Substructure Similarity Search In Graph Databases
Introduction: Bioinformatics and chem-informatics applications involve query-based search in massive, complex structural data. Even with a graph index, such search can encounter challenges because it is often too restrictive to search for an exact match of an index entry. Efficient similarity search of complex structures becomes a vital operation.
Let’s examine a simple example.
Example: Similarity search of chemical structures. Figure 9.14 is a chemical data set with three molecules. Figure 9.15 shows a substructure query. Obviously, no match exists for this query graph. If we relax the query by taking out one edge, then caffeine and thesal in Figure 9.14(a) and 9.14(b) will be good matches. If we relax the query further, the structure in Figure 9.14(c) could also be an answer.
A naïve solution to this similarity search problem is to form a set of subgraph queries with one or more edge deletions and then use the exact substructure search. This does not work when the number of deletions is more than 1. For example, if we allow three edges to be deleted in a 20-edge query graph, it may generate (20 /3) = 1140 substructure queries, which are too expensive to check.

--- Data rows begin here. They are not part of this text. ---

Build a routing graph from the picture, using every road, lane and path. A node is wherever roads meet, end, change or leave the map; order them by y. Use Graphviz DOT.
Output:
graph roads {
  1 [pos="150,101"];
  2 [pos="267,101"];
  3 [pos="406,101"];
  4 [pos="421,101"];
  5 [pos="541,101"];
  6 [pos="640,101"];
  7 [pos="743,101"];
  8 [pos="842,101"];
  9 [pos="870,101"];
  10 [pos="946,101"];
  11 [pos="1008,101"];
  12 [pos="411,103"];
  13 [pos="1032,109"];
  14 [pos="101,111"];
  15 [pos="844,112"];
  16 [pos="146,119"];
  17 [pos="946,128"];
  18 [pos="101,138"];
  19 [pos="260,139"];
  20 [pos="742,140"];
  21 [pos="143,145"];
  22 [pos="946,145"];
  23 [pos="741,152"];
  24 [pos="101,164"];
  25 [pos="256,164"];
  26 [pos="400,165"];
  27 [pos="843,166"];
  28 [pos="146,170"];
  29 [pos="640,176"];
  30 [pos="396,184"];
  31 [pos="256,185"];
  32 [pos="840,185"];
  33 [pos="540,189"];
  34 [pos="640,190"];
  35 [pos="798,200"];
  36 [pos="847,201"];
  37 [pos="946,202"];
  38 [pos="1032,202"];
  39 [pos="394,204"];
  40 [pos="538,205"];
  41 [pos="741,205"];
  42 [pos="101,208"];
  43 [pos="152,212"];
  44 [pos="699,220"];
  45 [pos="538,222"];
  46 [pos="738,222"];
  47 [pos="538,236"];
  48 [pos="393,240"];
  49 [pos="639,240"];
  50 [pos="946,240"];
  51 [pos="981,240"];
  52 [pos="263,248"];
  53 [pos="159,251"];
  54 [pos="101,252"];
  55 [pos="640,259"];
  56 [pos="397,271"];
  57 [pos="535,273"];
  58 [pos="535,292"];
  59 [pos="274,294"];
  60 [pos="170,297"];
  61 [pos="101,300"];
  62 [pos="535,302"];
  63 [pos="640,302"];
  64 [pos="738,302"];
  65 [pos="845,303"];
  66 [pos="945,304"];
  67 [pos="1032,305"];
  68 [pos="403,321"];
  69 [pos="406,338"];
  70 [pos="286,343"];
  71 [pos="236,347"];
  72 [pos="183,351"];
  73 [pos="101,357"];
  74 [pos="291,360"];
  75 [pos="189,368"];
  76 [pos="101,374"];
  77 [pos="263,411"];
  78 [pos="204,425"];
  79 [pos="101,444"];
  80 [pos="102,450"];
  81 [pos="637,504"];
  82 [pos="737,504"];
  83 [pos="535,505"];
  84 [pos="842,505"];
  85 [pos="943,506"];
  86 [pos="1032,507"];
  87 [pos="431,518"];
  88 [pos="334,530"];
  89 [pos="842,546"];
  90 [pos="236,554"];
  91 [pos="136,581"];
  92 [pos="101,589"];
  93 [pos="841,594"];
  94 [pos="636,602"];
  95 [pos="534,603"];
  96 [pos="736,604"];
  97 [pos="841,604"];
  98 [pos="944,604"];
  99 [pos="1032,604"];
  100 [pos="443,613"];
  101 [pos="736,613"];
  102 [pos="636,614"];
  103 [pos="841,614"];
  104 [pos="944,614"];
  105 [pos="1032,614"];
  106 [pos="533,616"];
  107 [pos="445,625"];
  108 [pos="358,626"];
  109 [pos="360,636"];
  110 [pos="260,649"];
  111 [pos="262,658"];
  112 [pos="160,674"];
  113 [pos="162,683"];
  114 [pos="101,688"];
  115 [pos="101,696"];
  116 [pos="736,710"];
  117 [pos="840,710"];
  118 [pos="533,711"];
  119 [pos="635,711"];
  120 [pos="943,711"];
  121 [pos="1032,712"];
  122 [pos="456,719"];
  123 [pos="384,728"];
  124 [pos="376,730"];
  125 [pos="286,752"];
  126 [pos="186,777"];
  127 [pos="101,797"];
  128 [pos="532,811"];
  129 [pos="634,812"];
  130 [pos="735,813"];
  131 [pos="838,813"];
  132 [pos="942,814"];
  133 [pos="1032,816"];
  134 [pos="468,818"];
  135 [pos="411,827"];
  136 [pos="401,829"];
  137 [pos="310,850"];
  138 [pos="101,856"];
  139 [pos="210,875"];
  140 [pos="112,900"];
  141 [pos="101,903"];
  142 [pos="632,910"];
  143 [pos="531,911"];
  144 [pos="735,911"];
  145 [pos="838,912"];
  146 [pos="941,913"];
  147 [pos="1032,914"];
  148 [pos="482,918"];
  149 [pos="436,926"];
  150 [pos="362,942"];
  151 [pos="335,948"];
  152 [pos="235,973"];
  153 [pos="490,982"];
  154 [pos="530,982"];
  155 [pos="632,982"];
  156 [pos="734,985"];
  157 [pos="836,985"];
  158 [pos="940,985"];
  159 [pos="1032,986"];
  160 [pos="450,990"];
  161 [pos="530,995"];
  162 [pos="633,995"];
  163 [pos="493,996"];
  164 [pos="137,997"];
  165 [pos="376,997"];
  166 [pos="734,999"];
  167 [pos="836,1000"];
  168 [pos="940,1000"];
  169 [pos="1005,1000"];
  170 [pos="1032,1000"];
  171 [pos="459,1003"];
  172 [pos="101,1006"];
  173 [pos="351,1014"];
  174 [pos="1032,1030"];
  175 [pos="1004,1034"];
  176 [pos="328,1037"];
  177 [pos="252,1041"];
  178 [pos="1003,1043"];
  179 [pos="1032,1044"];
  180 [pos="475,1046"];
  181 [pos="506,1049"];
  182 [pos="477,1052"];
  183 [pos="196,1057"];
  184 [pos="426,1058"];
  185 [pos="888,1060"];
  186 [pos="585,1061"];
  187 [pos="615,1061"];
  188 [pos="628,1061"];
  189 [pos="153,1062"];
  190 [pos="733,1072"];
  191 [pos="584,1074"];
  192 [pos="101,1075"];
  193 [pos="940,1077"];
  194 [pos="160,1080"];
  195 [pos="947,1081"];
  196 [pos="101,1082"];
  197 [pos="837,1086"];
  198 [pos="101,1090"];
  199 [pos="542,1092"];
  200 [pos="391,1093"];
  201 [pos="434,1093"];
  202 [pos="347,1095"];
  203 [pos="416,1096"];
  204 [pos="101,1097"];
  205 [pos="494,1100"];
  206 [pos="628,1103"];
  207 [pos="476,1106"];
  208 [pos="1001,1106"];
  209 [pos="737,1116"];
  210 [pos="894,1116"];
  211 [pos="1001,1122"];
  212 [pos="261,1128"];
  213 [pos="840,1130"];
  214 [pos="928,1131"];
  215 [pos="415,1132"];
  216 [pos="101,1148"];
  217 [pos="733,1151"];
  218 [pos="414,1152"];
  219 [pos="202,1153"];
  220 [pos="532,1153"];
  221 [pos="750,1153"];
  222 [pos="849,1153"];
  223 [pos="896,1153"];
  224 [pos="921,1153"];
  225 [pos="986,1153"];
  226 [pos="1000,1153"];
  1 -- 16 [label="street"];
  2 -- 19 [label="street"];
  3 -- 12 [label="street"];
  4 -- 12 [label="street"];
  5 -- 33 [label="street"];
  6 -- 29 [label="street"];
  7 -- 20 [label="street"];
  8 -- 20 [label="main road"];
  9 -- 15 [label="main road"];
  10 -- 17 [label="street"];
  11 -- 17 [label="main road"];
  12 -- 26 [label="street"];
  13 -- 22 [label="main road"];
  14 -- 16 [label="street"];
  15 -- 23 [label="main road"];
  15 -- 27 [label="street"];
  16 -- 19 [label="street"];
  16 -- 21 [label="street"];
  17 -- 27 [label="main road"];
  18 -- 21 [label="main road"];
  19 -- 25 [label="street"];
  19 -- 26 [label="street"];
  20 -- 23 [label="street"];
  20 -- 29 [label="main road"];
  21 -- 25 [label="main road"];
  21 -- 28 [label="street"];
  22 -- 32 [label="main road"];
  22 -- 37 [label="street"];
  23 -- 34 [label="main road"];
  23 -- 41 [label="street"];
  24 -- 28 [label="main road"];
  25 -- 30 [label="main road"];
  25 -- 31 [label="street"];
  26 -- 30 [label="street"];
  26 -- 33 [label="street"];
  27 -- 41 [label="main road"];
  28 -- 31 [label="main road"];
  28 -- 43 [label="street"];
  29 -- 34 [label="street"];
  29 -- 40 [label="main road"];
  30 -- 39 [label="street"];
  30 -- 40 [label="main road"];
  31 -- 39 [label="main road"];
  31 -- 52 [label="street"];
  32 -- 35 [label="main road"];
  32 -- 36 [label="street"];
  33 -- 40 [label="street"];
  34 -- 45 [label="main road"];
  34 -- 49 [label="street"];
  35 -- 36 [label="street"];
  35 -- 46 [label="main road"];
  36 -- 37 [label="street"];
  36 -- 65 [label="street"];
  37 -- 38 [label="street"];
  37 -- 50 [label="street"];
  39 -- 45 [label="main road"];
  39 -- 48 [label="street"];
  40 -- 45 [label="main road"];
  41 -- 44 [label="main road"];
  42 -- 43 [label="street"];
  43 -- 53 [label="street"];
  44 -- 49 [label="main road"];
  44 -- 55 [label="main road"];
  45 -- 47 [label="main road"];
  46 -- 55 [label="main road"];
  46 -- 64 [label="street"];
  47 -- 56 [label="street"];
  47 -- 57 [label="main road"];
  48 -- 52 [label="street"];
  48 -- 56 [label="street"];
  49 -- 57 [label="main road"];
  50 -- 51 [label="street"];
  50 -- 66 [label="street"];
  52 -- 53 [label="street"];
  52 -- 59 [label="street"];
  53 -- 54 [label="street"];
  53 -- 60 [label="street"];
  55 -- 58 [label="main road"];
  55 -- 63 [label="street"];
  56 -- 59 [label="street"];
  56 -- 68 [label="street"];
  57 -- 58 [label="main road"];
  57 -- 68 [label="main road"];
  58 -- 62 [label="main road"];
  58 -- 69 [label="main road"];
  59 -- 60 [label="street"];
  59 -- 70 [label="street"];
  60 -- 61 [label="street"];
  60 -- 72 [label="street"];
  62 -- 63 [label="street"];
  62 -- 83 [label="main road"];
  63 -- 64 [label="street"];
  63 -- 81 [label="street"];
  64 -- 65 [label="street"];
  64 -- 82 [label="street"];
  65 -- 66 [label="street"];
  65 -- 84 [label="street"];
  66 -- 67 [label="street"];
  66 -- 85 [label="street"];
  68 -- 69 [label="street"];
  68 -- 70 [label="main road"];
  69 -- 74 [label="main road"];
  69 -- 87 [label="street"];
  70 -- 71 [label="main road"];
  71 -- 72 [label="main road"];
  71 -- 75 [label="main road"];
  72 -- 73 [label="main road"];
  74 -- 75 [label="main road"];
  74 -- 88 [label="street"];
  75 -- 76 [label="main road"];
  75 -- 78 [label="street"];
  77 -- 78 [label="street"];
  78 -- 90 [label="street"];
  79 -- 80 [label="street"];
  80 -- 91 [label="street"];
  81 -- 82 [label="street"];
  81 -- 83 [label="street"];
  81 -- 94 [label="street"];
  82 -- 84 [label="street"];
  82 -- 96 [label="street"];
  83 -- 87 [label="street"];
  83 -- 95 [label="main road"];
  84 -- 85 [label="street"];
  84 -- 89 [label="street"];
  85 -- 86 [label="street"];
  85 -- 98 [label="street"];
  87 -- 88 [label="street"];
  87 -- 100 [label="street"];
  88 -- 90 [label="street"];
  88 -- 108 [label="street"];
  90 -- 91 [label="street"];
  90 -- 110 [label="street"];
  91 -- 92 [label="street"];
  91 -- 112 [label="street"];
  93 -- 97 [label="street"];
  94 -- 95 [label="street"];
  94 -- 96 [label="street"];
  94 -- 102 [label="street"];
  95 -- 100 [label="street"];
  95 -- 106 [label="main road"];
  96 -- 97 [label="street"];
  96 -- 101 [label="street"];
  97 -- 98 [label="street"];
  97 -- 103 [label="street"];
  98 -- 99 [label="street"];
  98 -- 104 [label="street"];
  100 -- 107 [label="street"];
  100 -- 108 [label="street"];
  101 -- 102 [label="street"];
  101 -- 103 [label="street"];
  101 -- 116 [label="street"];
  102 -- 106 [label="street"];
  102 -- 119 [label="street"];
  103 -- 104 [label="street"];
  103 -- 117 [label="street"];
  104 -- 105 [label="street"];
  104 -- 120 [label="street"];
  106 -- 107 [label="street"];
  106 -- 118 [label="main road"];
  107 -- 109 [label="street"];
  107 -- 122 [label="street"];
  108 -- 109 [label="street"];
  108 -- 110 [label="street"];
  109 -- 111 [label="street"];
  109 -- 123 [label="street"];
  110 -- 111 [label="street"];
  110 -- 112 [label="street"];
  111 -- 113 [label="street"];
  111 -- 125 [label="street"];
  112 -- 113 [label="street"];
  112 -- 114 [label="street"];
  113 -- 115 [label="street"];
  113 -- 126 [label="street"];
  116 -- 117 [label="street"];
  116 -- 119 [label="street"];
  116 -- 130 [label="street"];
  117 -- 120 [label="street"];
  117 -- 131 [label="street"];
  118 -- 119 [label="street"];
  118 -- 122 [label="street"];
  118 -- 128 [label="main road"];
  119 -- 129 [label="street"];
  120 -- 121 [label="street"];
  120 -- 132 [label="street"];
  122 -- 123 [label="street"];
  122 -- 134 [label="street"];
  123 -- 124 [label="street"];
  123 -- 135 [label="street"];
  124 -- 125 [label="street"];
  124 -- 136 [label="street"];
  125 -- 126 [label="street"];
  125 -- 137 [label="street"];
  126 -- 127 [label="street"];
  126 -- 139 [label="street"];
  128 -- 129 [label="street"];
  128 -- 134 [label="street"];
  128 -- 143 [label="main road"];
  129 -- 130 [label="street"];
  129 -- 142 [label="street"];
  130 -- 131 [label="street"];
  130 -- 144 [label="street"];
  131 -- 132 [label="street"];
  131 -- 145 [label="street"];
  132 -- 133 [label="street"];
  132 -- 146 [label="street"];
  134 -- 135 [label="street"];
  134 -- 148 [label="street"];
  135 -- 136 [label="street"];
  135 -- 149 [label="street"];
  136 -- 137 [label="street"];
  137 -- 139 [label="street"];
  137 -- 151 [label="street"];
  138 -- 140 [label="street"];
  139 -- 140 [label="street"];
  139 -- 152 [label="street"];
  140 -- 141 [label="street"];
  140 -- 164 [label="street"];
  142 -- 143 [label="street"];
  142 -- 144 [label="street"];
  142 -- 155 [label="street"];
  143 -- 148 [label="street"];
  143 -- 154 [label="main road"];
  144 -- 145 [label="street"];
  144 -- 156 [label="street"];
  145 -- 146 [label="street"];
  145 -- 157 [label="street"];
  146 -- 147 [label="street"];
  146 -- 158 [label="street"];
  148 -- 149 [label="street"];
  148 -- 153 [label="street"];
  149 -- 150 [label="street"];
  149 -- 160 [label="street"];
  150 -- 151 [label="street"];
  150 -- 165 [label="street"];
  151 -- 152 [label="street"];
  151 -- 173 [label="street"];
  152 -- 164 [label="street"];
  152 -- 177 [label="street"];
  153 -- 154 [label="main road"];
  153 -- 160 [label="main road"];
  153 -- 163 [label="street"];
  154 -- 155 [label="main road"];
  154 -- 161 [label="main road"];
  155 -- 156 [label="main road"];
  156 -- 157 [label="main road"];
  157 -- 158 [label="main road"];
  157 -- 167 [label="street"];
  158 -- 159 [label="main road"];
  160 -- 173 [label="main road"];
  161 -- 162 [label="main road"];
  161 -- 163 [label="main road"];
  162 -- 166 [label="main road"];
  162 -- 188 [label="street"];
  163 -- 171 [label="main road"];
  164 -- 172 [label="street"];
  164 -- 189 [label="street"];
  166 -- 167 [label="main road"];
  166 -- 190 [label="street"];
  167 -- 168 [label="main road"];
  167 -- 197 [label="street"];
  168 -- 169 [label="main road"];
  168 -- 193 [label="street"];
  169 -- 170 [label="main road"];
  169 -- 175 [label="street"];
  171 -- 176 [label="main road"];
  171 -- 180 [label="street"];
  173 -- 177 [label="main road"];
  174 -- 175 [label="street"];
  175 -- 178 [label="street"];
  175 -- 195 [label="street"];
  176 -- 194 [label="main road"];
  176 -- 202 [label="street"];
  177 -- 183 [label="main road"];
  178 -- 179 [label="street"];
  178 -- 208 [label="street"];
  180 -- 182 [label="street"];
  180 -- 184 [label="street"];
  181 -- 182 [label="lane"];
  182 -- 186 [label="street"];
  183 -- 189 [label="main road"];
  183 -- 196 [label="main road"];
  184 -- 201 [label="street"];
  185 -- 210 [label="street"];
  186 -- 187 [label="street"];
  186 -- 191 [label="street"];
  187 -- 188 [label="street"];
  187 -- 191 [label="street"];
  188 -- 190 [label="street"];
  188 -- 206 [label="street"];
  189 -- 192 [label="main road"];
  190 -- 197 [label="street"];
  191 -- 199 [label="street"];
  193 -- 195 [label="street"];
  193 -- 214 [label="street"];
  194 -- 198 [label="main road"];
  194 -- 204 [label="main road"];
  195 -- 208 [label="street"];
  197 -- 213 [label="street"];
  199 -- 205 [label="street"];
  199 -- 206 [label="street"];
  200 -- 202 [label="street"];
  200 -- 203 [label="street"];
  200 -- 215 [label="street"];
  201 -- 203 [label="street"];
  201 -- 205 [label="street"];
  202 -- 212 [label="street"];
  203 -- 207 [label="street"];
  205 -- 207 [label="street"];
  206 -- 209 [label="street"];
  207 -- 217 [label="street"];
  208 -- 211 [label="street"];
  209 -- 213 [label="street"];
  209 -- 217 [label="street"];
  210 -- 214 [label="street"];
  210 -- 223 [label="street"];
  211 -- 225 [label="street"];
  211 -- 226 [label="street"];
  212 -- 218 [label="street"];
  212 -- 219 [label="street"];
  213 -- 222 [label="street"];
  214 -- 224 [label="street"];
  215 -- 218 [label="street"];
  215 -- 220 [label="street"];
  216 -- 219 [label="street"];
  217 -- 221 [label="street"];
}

A feature-based structural filtering algorithm, called Grafil (Graph Similarity Filtering), was developed to filter graphs efficiently in large-scale graph databases. Grafil models each query graph as a set of features and transforms the edge deletions into “feature misses” in the query graph. It is shown that using too many features will not leverage the filtering performance. Therefore, a multi-filter composition strategy is developed, where each filter uses a distinct and complementary subset of the features. The filters are constructed by a hierarchical, one-dimensional clustering algorithm that groups features with similar selectivity into a feature set. Experiments have shown that the multi-filter strategy can significantly improve performance for a moderate relaxation ratio.